“Bangsa dan negara kita mempunyai Sumber Daya Alam yang berlimpah tapi Sumber Daya Manusia kita tidak memiliki kemampuan untuk mengelolanya”
Ungkapan tersebut masih terdengar sampai saat ini, walau tidak lagi sesering jangkauan masa 1900an sampai 2000an awal. Sekira-kira seabad kesadaran itu menghinggapi Manusia Indonesia.
Menariknya, generasi baru Indonesia masa kini menindaklanjuti kesadaran pendahulunya dengan terus bergerak mengusahakan. Barangkali belum optimal, namun Sumber Daya Manusia kita sebagai bangsa meningkat di pelbagai sektor.
Peningkatan Sumber Daya Manusia itu terasa bagi saya pribadi dan bisajadi teman-teman juga demikian. Ekonomi, Industri dan Teknologi Kreatif misalnya, yang sebelumnya berkiblat ke bagian Asia atau Benua lainnya. Pola kerja kesenian dan kebudayaan dalam negeri, yang lama terpinggirkan hingga diklaim negara lain. Kini kita bisa memperhadapkan karya dengan kerja nyata.
Dan tak kalah menarik ialah keberanian diri untuk mengelola pertambangan. Saya membaca soal bagaimana seorang Pimpinan Ormas di forum International menyuarakan pentingnya Sumber Daya Manusia Bangsa yang berkemajuan di segala bidang, tak terkecuali dalam dunia yang sering kita sebagai Tuan Rumah ‘mengasingkan diri’, yakni pengelolaan Minerba.

Mengelola Sumber Daya Alam yang baik juga berpihak dan sebisa mungkin Sumber Daya Manusia yang melakukannya adalah Manusia Indonesia dapat berdampak signifikan untuk Pembangunan Berkelanjutan (Sustainable Development Goals (SDGs).
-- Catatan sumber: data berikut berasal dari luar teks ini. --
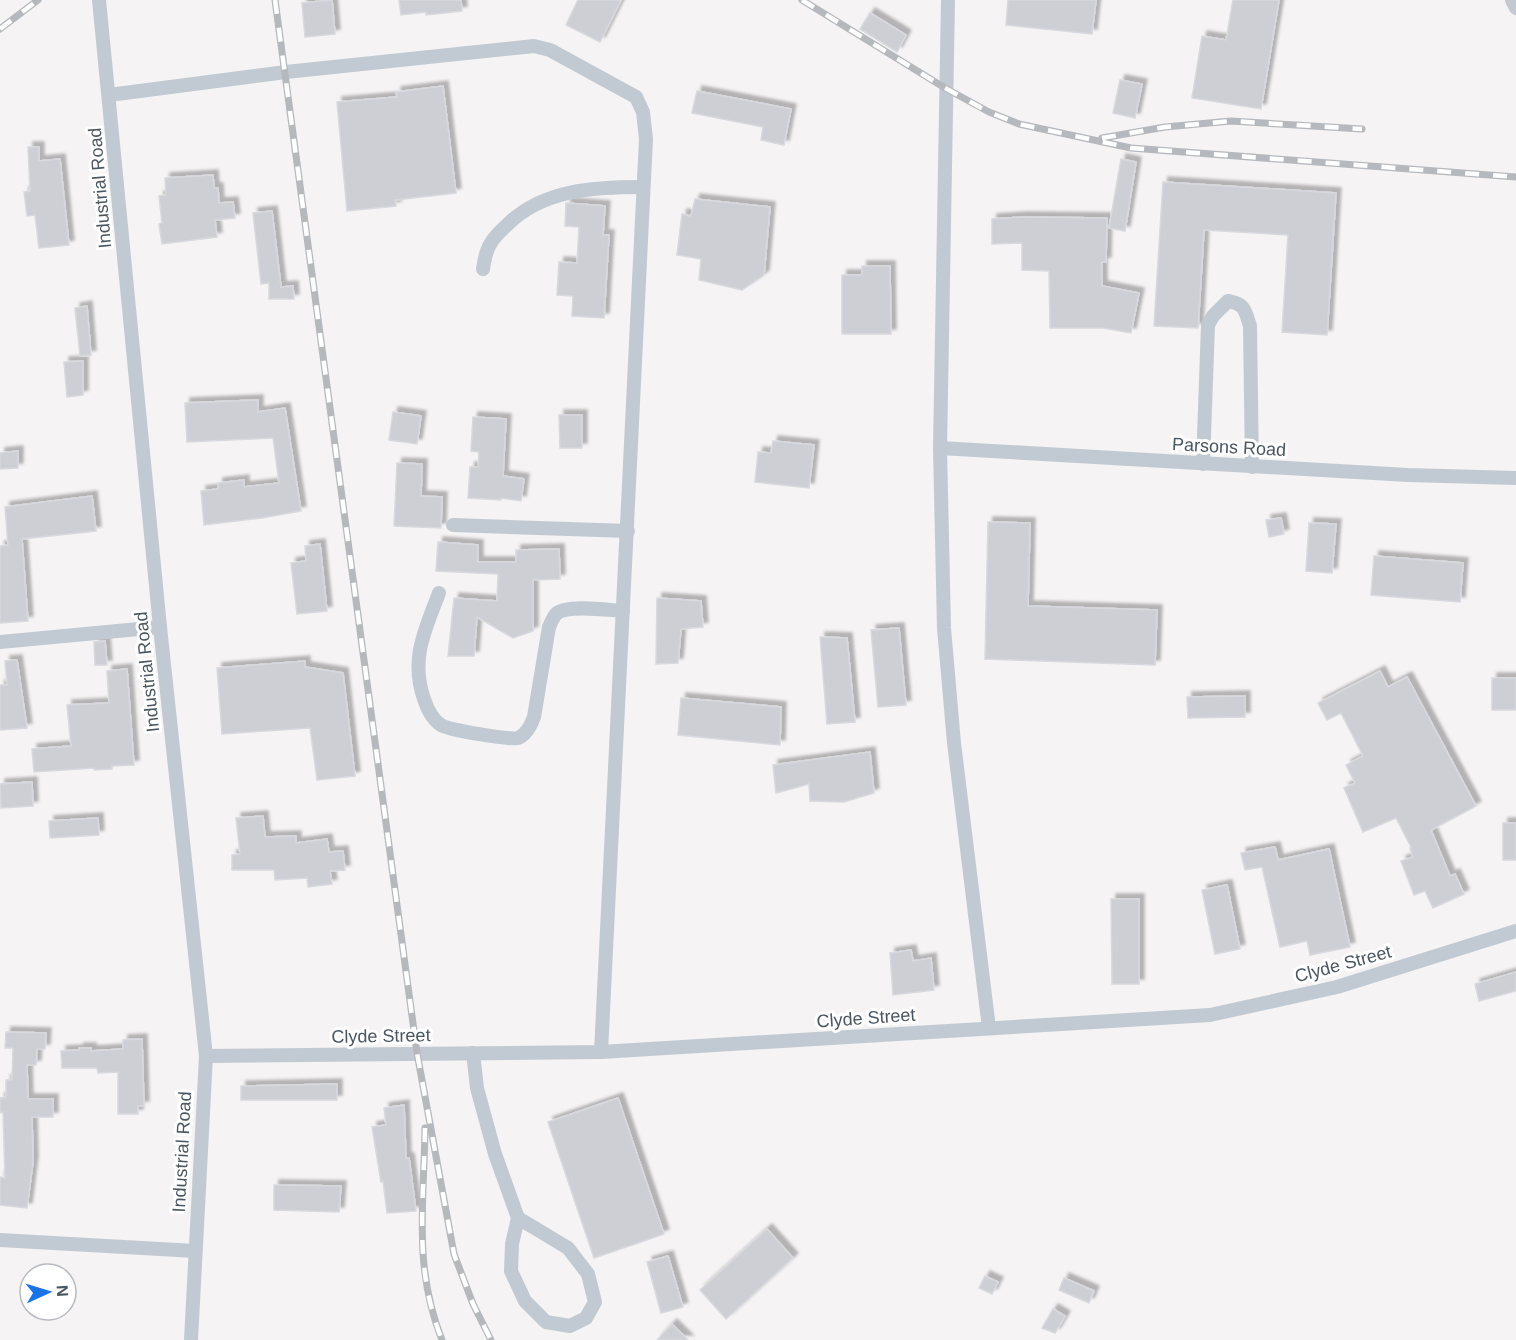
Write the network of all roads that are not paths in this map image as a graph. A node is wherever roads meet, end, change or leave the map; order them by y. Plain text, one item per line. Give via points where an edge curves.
1 (99, 0) edge
2 (948, 0) edge
3 (1512, 0) edge
4 (1516, 8) edge
5 (109, 95) junction
6 (643, 187) junction
7 (483, 269) dead end
8 (940, 448) junction
9 (1203, 464) junction
10 (1252, 467) junction
11 (1516, 478) edge
12 (453, 525) dead end
13 (628, 531) junction
14 (439, 593) dead end
15 (623, 611) junction
16 (160, 627) junction
17 (0, 642) edge
18 (1516, 932) edge
19 (989, 1028) junction
20 (601, 1052) junction
21 (473, 1053) junction
22 (206, 1056) junction
23 (518, 1218) junction
24 (0, 1240) edge
25 (195, 1251) junction
26 (191, 1340) edge

1 - 5 street, Industrial Road
2 - 8 street
3 - 4 street
5 - 6 street via 534,46 550,50 636,97 643,112 646,139
5 - 16 street, Industrial Road
6 - 7 street via 586,190 535,204 496,236 487,250
6 - 13 street
8 - 9 street, Parsons Road
8 - 19 street via 944,628
9 - 10 street, Parsons Road
9 - 10 street via 1208,325 1228,301 1245,310 1250,326
10 - 11 street, Parsons Road
12 - 13 street
13 - 15 street
14 - 15 street via 419,644 418,673 430,714 442,726 507,739 519,738 534,717 549,627 555,615 579,609
15 - 20 street
16 - 17 street
16 - 22 street, Industrial Road
18 - 19 street, Clyde Street via 1337,987 1210,1015
19 - 20 street, Clyde Street
20 - 21 street, Clyde Street
21 - 22 street, Clyde Street
21 - 23 street via 477,1088
22 - 25 street, Industrial Road
23 - 23 street via 511,1271 525,1301 546,1322 570,1326 586,1318 596,1302 588,1275 568,1248
24 - 25 street
25 - 26 street, Industrial Road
Tujuannya tak lain adalah memenuhi kebutuhan hidup masa sekarang dengan mempertimbangkan pemenuhan kebutuhan hidup generasi mendatang untuk perdamaian dan kemakmuran manusia serta planet di masa sekarang dan masa depan. Sangat NU tentu saja.
Saya mengutip tulisan Sahabat Ibil S Widodo di mojok.co perihal saatnya warga nahdliyin berpindah dari mempelajari batu akik ke batu bara.
Seseorang guru dhawuh, “bersiaplah”. Maka sebaik-baiknya yang dapat dilakukan nahdliyin hari ini adalah mempersiapkan diri menjadi bagian dari pemilik tambang. Nahdliyin harus memulai untuk belajar soal produk pertambangan dan mulailah meninggalkan dunia batu akik.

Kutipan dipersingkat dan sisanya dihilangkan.